Another step might be to think more about the true nature of evidence and research, suggests Allen.

“When we look at evidence of things that work, we tend to jump on things that appeal to our own preconceptions about what we believe to be true,” she says.

“And we often read evidence superficially - either because we are rushing to seek that confirmation or because politicians and, indeed, teachers who are interested in policy are not generally experts in research methods.”

ED Hirsch’s book Cultural Literacy: what every American needs to know, whose 5,000 facts drove the knowledge-rich curriculum in English schools via its influence on former schools minister Nick Gibb, rests on one quite weak piece of empirical evidence on French curriculum reform, says Allen.

“Those of us who care about research methods will be reading it in a very different way,” she adds.

When looking at international evidence, Kay says the EEF would encourage teachers not to think “this is from America so it could never work”, but to think, “OK, why is it this has had a positive impact in America?” and consider whether or not there are unique cultural factors in the US that might be a barrier to translating to the UK.

‘Evidence shouldn’t be used to undercut the professional expertise of teachers’

“If evidence is to succeed, we need to accept we can learn things from other contexts, and that learning is valuable and can help improve…but also that evidence shouldn’t be used to undercut the professional expertise of teachers,” he continues. “The best way for evidence to function, either in England or globally, is for teachers to really use their professional expertise when applying it.”

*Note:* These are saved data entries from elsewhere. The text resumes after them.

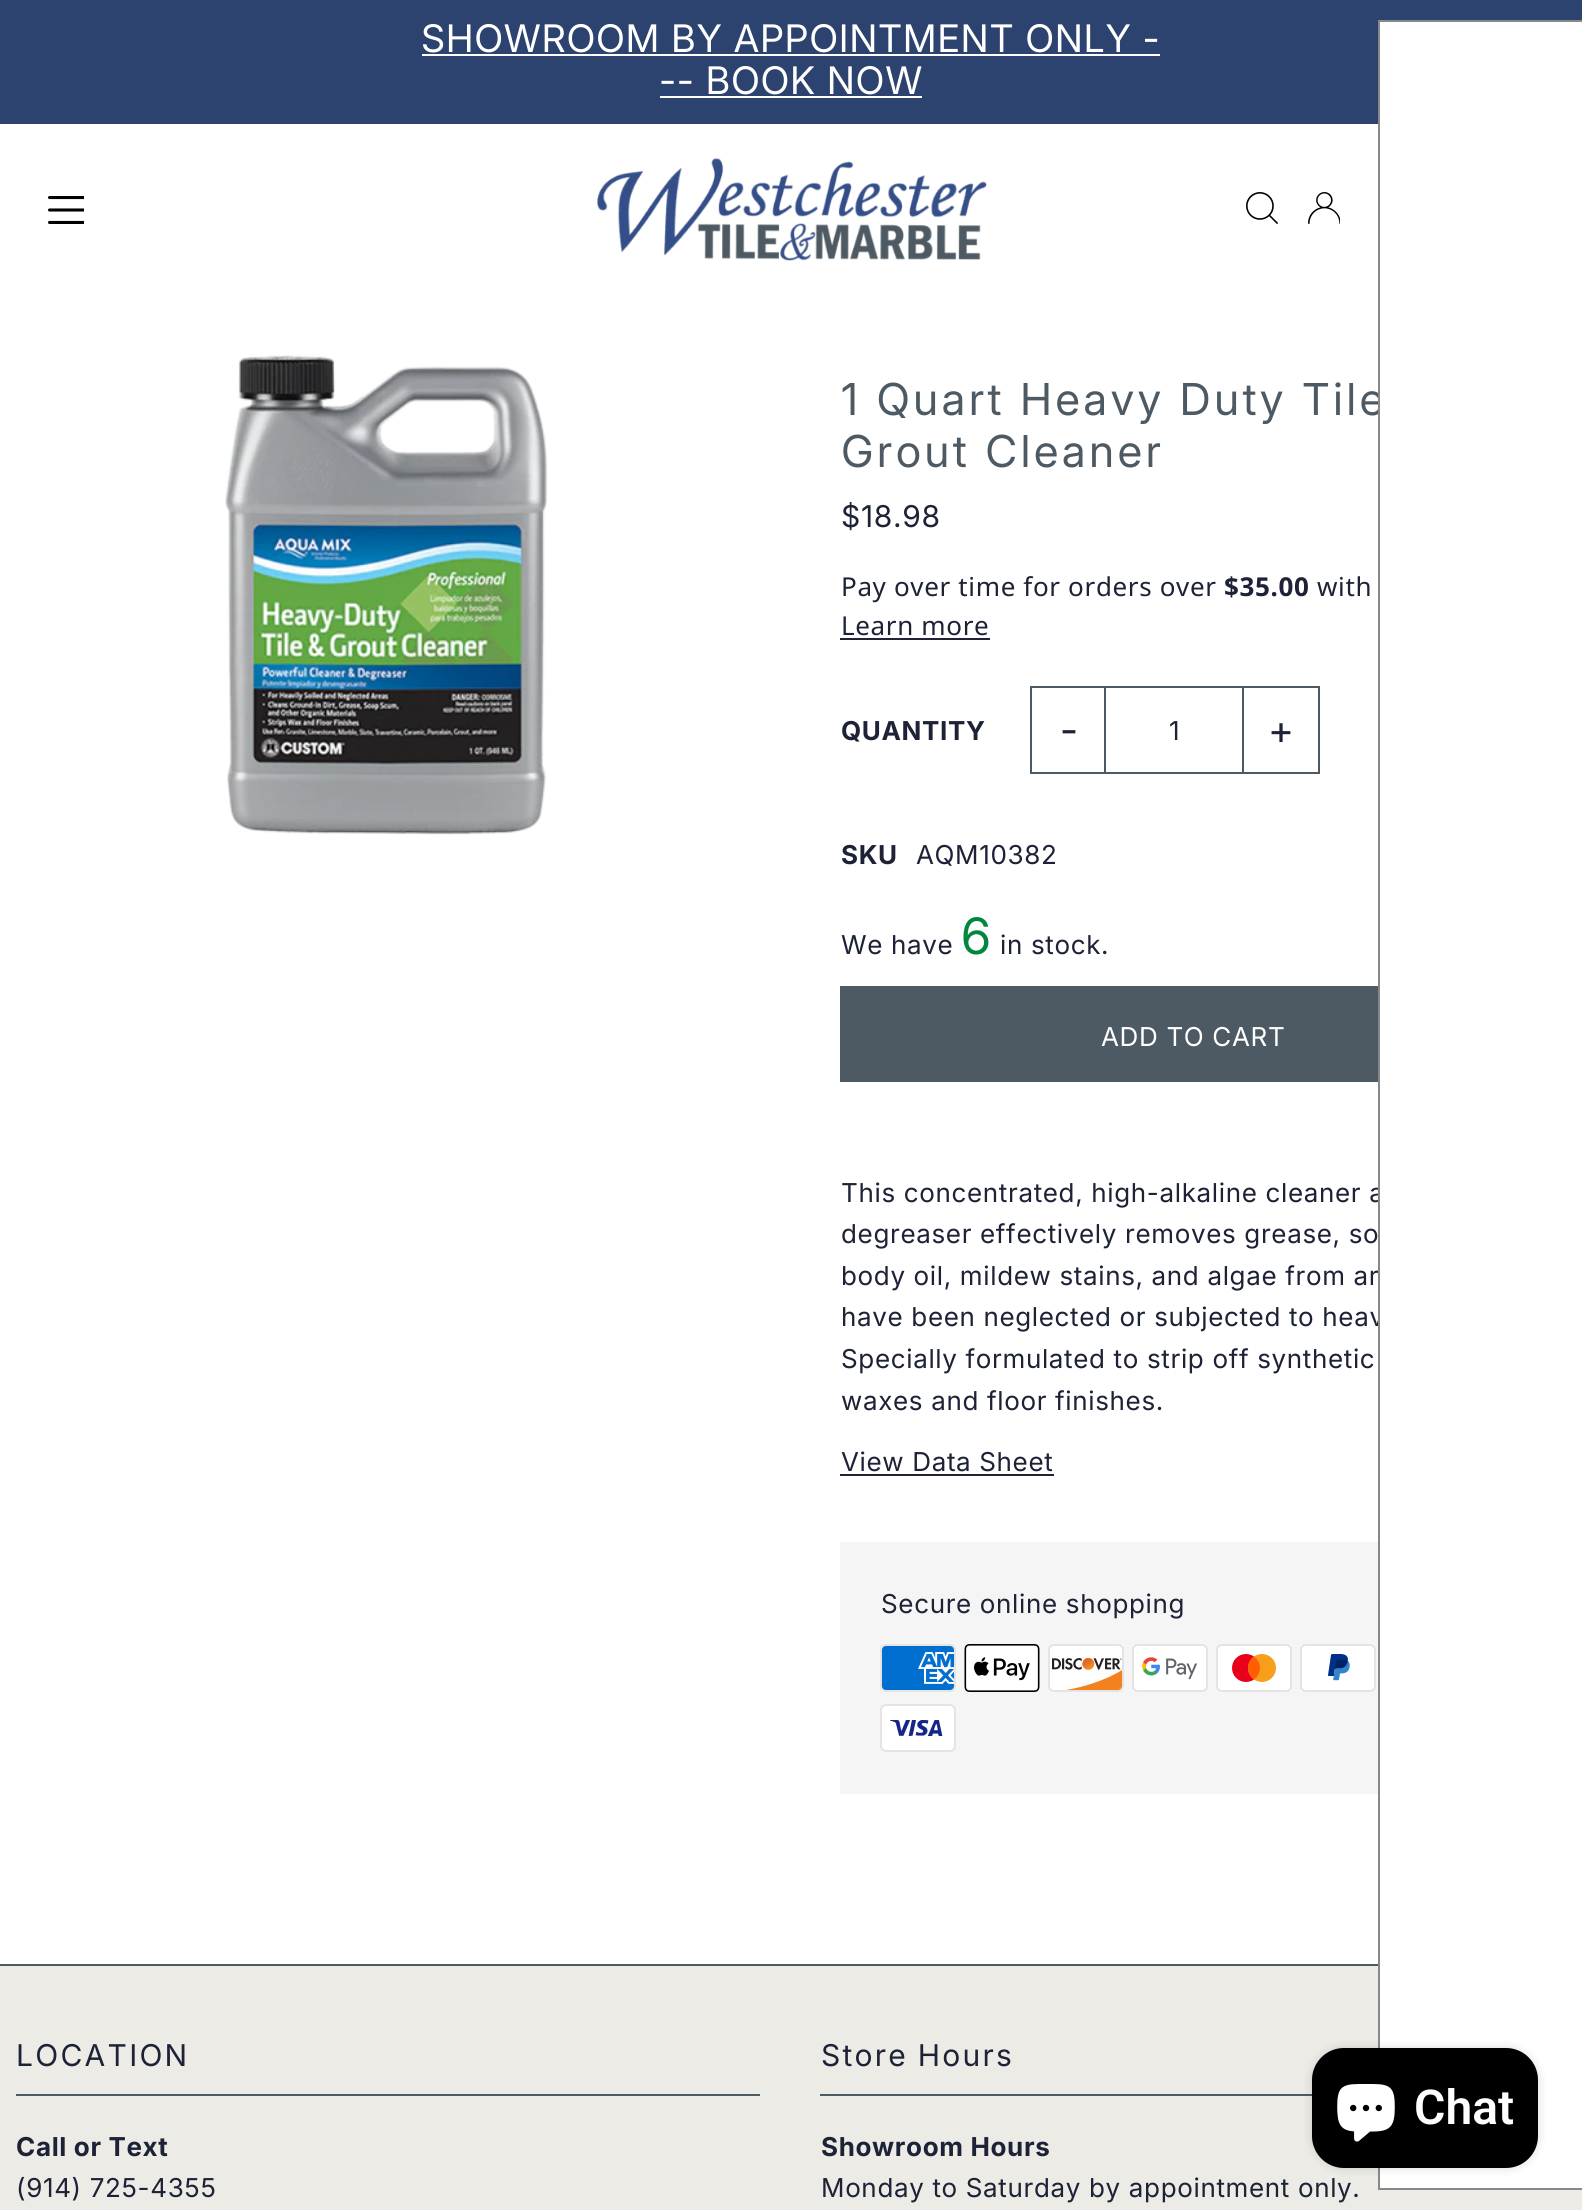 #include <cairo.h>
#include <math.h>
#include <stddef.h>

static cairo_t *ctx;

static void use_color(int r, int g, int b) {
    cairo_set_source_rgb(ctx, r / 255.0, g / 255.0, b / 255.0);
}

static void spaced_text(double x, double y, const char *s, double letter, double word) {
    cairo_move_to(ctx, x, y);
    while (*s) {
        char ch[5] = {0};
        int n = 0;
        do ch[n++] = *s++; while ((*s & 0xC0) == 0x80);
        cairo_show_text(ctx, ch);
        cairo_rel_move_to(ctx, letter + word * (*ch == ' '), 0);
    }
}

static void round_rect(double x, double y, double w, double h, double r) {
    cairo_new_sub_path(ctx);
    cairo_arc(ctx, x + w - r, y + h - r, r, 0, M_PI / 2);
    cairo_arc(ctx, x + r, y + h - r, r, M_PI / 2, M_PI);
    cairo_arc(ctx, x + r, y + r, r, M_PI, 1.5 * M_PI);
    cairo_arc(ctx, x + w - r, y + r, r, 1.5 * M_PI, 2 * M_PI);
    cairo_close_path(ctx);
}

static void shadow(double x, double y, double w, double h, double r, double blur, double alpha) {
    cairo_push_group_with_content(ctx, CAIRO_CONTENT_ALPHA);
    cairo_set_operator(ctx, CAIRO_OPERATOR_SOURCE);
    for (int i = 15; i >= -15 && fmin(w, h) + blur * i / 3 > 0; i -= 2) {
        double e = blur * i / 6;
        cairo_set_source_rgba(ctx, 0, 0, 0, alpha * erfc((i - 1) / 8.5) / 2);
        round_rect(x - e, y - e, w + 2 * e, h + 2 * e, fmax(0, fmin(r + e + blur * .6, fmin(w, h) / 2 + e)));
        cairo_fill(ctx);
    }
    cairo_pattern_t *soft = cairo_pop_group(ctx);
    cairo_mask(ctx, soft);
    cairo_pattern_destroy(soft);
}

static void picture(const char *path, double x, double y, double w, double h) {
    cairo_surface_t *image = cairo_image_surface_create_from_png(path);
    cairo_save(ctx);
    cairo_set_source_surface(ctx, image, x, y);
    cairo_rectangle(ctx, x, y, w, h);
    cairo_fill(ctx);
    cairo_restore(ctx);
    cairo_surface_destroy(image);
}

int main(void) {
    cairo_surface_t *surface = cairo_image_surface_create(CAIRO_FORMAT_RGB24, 1582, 2210);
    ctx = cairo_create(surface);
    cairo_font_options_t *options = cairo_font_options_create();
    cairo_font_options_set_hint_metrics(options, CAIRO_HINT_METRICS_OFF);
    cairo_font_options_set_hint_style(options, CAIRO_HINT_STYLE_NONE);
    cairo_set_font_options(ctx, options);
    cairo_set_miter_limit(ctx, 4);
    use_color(255, 255, 255);
    cairo_paint(ctx);
    use_color(44, 66, 111);
    cairo_rectangle(ctx, 0, 0, 1582, 124);
    cairo_fill(ctx);
    cairo_select_font_face(ctx, "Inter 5", CAIRO_FONT_SLANT_NORMAL, CAIRO_FONT_WEIGHT_NORMAL);
    cairo_set_font_size(ctx, 38);
    use_color(255, 255, 255);
    spaced_text(421, 52, "SHOWROOM BY APPOINTMENT ONLY -", 0.65, 0);
    cairo_rectangle(ctx, 422, 54, 738, 2);
    cairo_fill(ctx);
    spaced_text(659, 94, "-- BOOK NOW", 0.65, 0);
    cairo_rectangle(ctx, 660, 96, 262, 2);
    cairo_fill(ctx);
    picture("img1.png", 48, 196, 36, 28);
    picture("img2.png", 597, 158, 390, 103);
    picture("img3.png", 1246, 192, 32, 32);
    picture("img4.png", 1308, 192, 32, 32);
    picture("img5.png", 225, 355, 323, 480);
    cairo_select_font_face(ctx, "Inter", CAIRO_FONT_SLANT_NORMAL, CAIRO_FONT_WEIGHT_NORMAL);
    cairo_set_font_size(ctx, 44);
    use_color(78, 90, 99);
    spaced_text(841, 415, "1 Quart Heavy Duty Tile", 3.3, 0);
    spaced_text(841, 467, "Grout Cleaner", 3.3, 0);
    cairo_select_font_face(ctx, "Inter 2", CAIRO_FONT_SLANT_NORMAL, CAIRO_FONT_WEIGHT_NORMAL);
    cairo_set_font_size(ctx, 30);
    use_color(29, 34, 54);
    spaced_text(841, 527, "$18.98", 0.65, 0);
    cairo_select_font_face(ctx, "Noto Sans", CAIRO_FONT_SLANT_NORMAL, CAIRO_FONT_WEIGHT_NORMAL);
    cairo_set_font_size(ctx, 26);
    spaced_text(841, 596, "Pay over time for orders over", 0.65, 0);
    cairo_select_font_face(ctx, "Noto Sans", CAIRO_FONT_SLANT_NORMAL, CAIRO_FONT_WEIGHT_BOLD);
    spaced_text(1224, 596, "$35.00", 0.65, 0);
    cairo_select_font_face(ctx, "Noto Sans", CAIRO_FONT_SLANT_NORMAL, CAIRO_FONT_WEIGHT_NORMAL);
    spaced_text(1317, 596, "with", 0.65, 0);
    spaced_text(841, 635, "Learn more", 0.65, 0);
    cairo_rectangle(ctx, 840, 638, 150, 2);
    cairo_fill(ctx);
    cairo_select_font_face(ctx, "Inter", CAIRO_FONT_SLANT_NORMAL, CAIRO_FONT_WEIGHT_BOLD);
    spaced_text(841, 740, "QUANTITY", 0.65, 0);
    use_color(78, 90, 99);
    cairo_rectangle(ctx, 1030, 686, 76, 2);
    cairo_fill(ctx);
    cairo_rectangle(ctx, 1030, 772, 76, 2);
    cairo_fill(ctx);
    cairo_rectangle(ctx, 1030, 686, 2, 88);
    cairo_fill(ctx);
    cairo_select_font_face(ctx, "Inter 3", CAIRO_FONT_SLANT_NORMAL, CAIRO_FONT_WEIGHT_NORMAL);
    cairo_set_font_size(ctx, 40);
    use_color(29, 34, 54);
    spaced_text(1060, 744, "-", 1, 0);
    cairo_rectangle(ctx, 1105, 687, 138, 86);
    use_color(78, 90, 99);
    cairo_stroke(ctx);
    cairo_select_font_face(ctx, "Inter 2", CAIRO_FONT_SLANT_NORMAL, CAIRO_FONT_WEIGHT_NORMAL);
    cairo_set_font_size(ctx, 26);
    use_color(29, 34, 54);
    spaced_text(1169, 740, "1", 0.65, 0);
    use_color(78, 90, 99);
    cairo_rectangle(ctx, 1244, 686, 76, 2);
    cairo_fill(ctx);
    cairo_rectangle(ctx, 1318, 686, 2, 88);
    cairo_fill(ctx);
    cairo_rectangle(ctx, 1244, 772, 76, 2);
    cairo_fill(ctx);
    cairo_select_font_face(ctx, "Inter 3", CAIRO_FONT_SLANT_NORMAL, CAIRO_FONT_WEIGHT_NORMAL);
    cairo_set_font_size(ctx, 40);
    use_color(29, 34, 54);
    spaced_text(1268, 744, "+", 1, 0);
    cairo_select_font_face(ctx, "Inter", CAIRO_FONT_SLANT_NORMAL, CAIRO_FONT_WEIGHT_BOLD);
    cairo_set_font_size(ctx, 26);
    spaced_text(841, 864, "SKU", 0.65, 0);
    cairo_select_font_face(ctx, "Inter 2", CAIRO_FONT_SLANT_NORMAL, CAIRO_FONT_WEIGHT_NORMAL);
    spaced_text(916, 864, "AQM10382", 0.65, 0);
    spaced_text(841, 954, "We have", 0.65, 0);
    cairo_select_font_face(ctx, "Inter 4", CAIRO_FONT_SLANT_NORMAL, CAIRO_FONT_WEIGHT_NORMAL);
    cairo_set_font_size(ctx, 50);
    use_color(0, 135, 60);
    spaced_text(961, 954, "6", 0.65, 0);
    cairo_select_font_face(ctx, "Inter 2", CAIRO_FONT_SLANT_NORMAL, CAIRO_FONT_WEIGHT_NORMAL);
    cairo_set_font_size(ctx, 26);
    use_color(29, 34, 54);
    spaced_text(1000, 954, "in stock.", 0.65, 0);
    use_color(78, 90, 99);
    cairo_rectangle(ctx, 840, 986, 538, 96);
    cairo_fill(ctx);
    use_color(255, 255, 255);
    spaced_text(1101, 1046, "ADD TO CART", 0.65, 0);
    use_color(29, 34, 54);
    spaced_text(841, 1202, "This concentrated, high-alkaline cleaner a", 0.65, 0);
    spaced_text(841, 1243, "degreaser effectively removes grease, so", 0.65, 0);
    spaced_text(841, 1285, "body oil, mildew stains, and algae from ar", 0.65, 0);
    spaced_text(841, 1326, "have been neglected or subjected to heav", 0.65, 0);
    spaced_text(841, 1368, "Specially formulated to strip off synthetic", 0.65, 0);
    spaced_text(841, 1410, "waxes and floor finishes.", 0.65, 0);
    spaced_text(841, 1471, "View Data Sheet", 0.65, 0);
    cairo_rectangle(ctx, 840, 1474, 214, 2);
    cairo_fill(ctx);
    use_color(245, 245, 245);
    cairo_rectangle(ctx, 840, 1542, 538, 252);
    cairo_fill(ctx);
    use_color(29, 34, 54);
    spaced_text(881, 1613, "Secure online shopping", 0.65, 0);
    picture("img6.png", 880, 1644, 76, 48);
    picture("img7.png", 964, 1644, 76, 48);
    picture("img8.png", 1048, 1644, 76, 48);
    picture("img9.png", 1132, 1644, 76, 48);
    picture("img10.png", 1216, 1644, 76, 48);
    picture("img11.png", 1300, 1644, 76, 48);
    picture("img12.png", 880, 1704, 76, 48);
    use_color(237, 235, 230);
    cairo_rectangle(ctx, 0, 1966, 1582, 244);
    cairo_fill(ctx);
    use_color(78, 90, 99);
    cairo_rectangle(ctx, 0, 1964, 1378, 2);
    cairo_fill(ctx);
    cairo_rectangle(ctx, 16, 2094, 744, 2);
    cairo_fill(ctx);
    cairo_set_font_size(ctx, 30);
    use_color(29, 34, 54);
    spaced_text(16, 2066, "LOCATION", 2.25, 0);
    cairo_select_font_face(ctx, "Inter", CAIRO_FONT_SLANT_NORMAL, CAIRO_FONT_WEIGHT_BOLD);
    cairo_set_font_size(ctx, 26);
    spaced_text(16, 2156, "Call or Text", 0.65, 0);
    cairo_select_font_face(ctx, "Inter 2", CAIRO_FONT_SLANT_NORMAL, CAIRO_FONT_WEIGHT_NORMAL);
    spaced_text(16, 2197, "(914) 725-4355", 0.65, 0);
    use_color(78, 90, 99);
    cairo_rectangle(ctx, 820, 2094, 492, 2);
    cairo_fill(ctx);
    cairo_set_font_size(ctx, 30);
    use_color(29, 34, 54);
    spaced_text(821, 2066, "Store Hours", 2.25, -1);
    cairo_select_font_face(ctx, "Inter", CAIRO_FONT_SLANT_NORMAL, CAIRO_FONT_WEIGHT_BOLD);
    cairo_set_font_size(ctx, 26);
    spaced_text(821, 2156, "Showroom Hours", 0.65, 0);
    cairo_select_font_face(ctx, "Inter 2", CAIRO_FONT_SLANT_NORMAL, CAIRO_FONT_WEIGHT_NORMAL);
    spaced_text(821, 2197, "Monday to Saturday by appointment only.", 0.65, 0);
    use_color(255, 255, 255);
    cairo_rectangle(ctx, 1379, 21, 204, 2168);
    cairo_fill_preserve(ctx);
    use_color(136, 136, 136);
    cairo_stroke(ctx);
    use_color(0, 0, 0);
    shadow(1312, 2048, 226, 120, 32, 5, 0.15);
    use_color(0, 0, 0);
    round_rect(1312, 2048, 226, 120, 32);
    cairo_fill(ctx);
    picture("img13.png", 1337, 2084, 58, 58);
    cairo_select_font_face(ctx, "Roboto SemiBold", CAIRO_FONT_SLANT_NORMAL, CAIRO_FONT_WEIGHT_NORMAL);
    cairo_set_font_size(ctx, 48);
    use_color(255, 255, 255);
    cairo_move_to(ctx, 1414, 2124);
    cairo_show_text(ctx, "Chat");
    cairo_surface_write_to_png(surface, "result.png");
    cairo_font_options_destroy(options);
    cairo_destroy(ctx);
    cairo_surface_destroy(surface);
    return 0;
}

Where scientific research is about the incremental accumulation of knowledge, says Higgins, education research is more like a “mapping exercise where you’ve got to test your assumptions every now again, either against the existing evidence or try to bring about a process of change to see if you’re successful”.

It’s highly unlikely there’s some silver bullet out there that is going to have a dramatic impact on attainment - but international evidence might offer guides to small improvements in particular areas, he argues. 

That means trialling approaches seen to be successful overseas in the UK “just to be sure they are successful - it may be that in the UK context they are not, or they don’t give you the big gains people think they do”, says Higgins. 

“I see findings from educational research as increasing and informing the range of choices that teachers can make,” he adds. 

Thinking there are no lessons to be learned from other nations in education means missing out on valuable learning. But, on the other hand, thinking that everything can be imported wholesale risks imposing overseas pedagogy or curricula fostered by unique cultural traditions in contexts where those cultural traditions do not apply.

In a world where Pisa drives policymakers’ anxieties about international comparisons, it’s important to think critically about “miracle” solutions from overseas, and to understand when those apparent solutions might be shaped by domestic cultural factors, stretching back hundreds or thousands of years.

In the end, it’s a long way from Singapore to St Helens, in every sense.